En avril dernier, la commune de Chanteuges a eu recours à une consultation publique sous forme de scrutin. La maire, Sandrine Roux, s’explique sur l’utilisation de cet outil de démocratie participative ayant, à son sens, toute sa place. " Nous avons eu recours à cette consultation à propos du projet de microcentrale hydroélectrique. Il y a un enjeu visuel et écologique. Nous, le conseil, sommes plutôt contre ce projet de la communauté de communes, mais on voulait avoir l’avis des habitants sur le sujet. On a pris le parti de demander en sachant que l’on pourrait avoir un résultat inverse. Et ce qui a nous a également poussés, c’est d’avoir un avis des habitants à montrer aux élus de la com’com. "

Des votes pas toujours en accord avec l’avis des élus

Ce qui n’empêche pas la municipalité d’avoir recours à d’autres formes de consultation.

On prend aussi beaucoup de temps pour faire des réunions publiques. Mais celles-ci n’ont pas de valeur juridique. La consultation publique n’en a pas beaucoup plus, certes, mais c’est cadré : seuls peuvent voter les gens inscrits sur les listes électorales. Et la question doit être claire. 

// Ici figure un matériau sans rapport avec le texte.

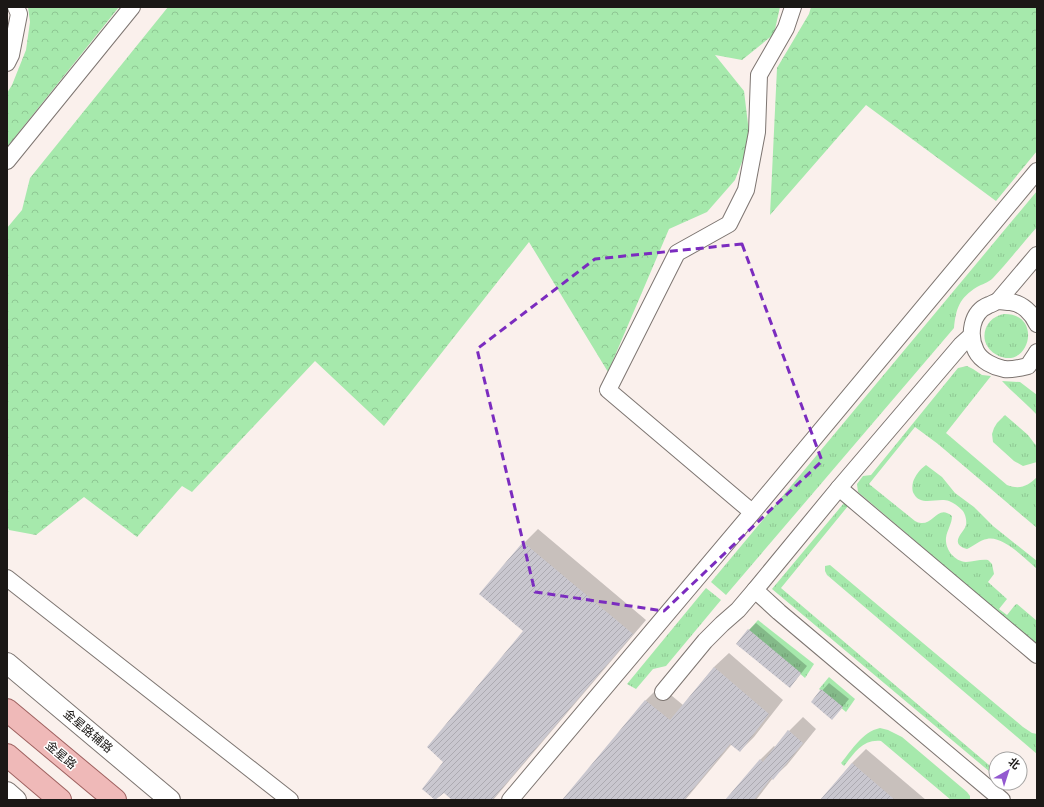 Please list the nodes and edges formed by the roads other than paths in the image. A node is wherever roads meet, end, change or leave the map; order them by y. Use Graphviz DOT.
graph roads {
  1 [pos="16,7"];
  2 [pos="132,7"];
  3 [pos="793,7"];
  4 [pos="7,63"];
  5 [pos="7,161"];
  6 [pos="1037,170"];
  7 [pos="1037,255"];
  8 [pos="998,301"];
  9 [pos="1037,324"];
  10 [pos="971,336"];
  11 [pos="1037,352"];
  12 [pos="1032,370"];
  13 [pos="839,488"];
  14 [pos="752,512"];
  15 [pos="7,578"];
  16 [pos="755,590"];
  17 [pos="1037,655"];
  18 [pos="7,663"];
  19 [pos="664,692"];
  20 [pos="7,710"];
  21 [pos="7,755"];
  22 [pos="7,792"];
  23 [pos="16,800"];
  24 [pos="60,800"];
  25 [pos="115,800"];
  26 [pos="170,800"];
  27 [pos="290,800"];
  28 [pos="510,800"];
  29 [pos="1002,800"];
  1 -- 4 [label="street"];
  2 -- 5 [label="street"];
  3 -- 14 [label="street"];
  6 -- 14 [label="street"];
  7 -- 8 [label="street"];
  8 -- 9 [label="street"];
  8 -- 10 [label="street"];
  10 -- 12 [label="street"];
  10 -- 13 [label="street"];
  11 -- 12 [label="street"];
  13 -- 16 [label="street"];
  13 -- 17 [label="street"];
  14 -- 28 [label="street"];
  15 -- 27 [label="street"];
  16 -- 19 [label="street"];
  16 -- 29 [label="street"];
  18 -- 26 [label="street, 金星路辅路"];
  20 -- 25 [label="main road, 金星路"];
  21 -- 24 [label="main road"];
  22 -- 23 [label="street"];
}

En avril, la participation était de 52 %. Meilleure qu’une précédente consultation publique à Chanteuges. " Je n’étais pas maire à l’époque, mais nous en avions fait une pour savoir si les habitants étaient pour ou contre l’extinction nocturne de l’éclairage public. On avait alors eu 18 % de participation. " Et les résultats obtenus ne sont pas forcément ceux espérés par les élus, comme le rappelle Sandrine Roux. Si, en avril, les votants étaient en grande majorité de l’avis du conseil, cela n’avait pas été le cas lors de la consultation sur l’éclairage : " À l’époque, les élus étaient plutôt contre l’extinction. Et les électeurs ont voté pour. " Le conseil municipal ne s’interdit pas d’avoir à nouveau recours à ce type de consultation. Mais pas pour n’importe quoi :

Il faut des sujets qui concernent tout le monde. Qui soient très structurants ou très impactants. Et qui n’apparaissaient pas dans le programme électoral de l’équipe municipale.

Et dans ces conditions il a, pour la maire, toute sa place : « C’est une façon d’être transparent. Et d’asseoir un projet. »

Investissement humain

Quant au coût de l’exercice ? " C’est surtout de l’investissement humain. Certes, il faut payer les enveloppes, l’impression des listes électorales et des bulletins, mais à l’échelle de Chanteuges, cela représente environ 400 €. Pour l’organisation, c’est le conseil municipal, on ne mobilise pas d’employé communal. " Et la démarche a ses adeptes. L’élue avoue en effet avoir reçu une dizaine de courriers félicitant la commune pour cette démocratie participative.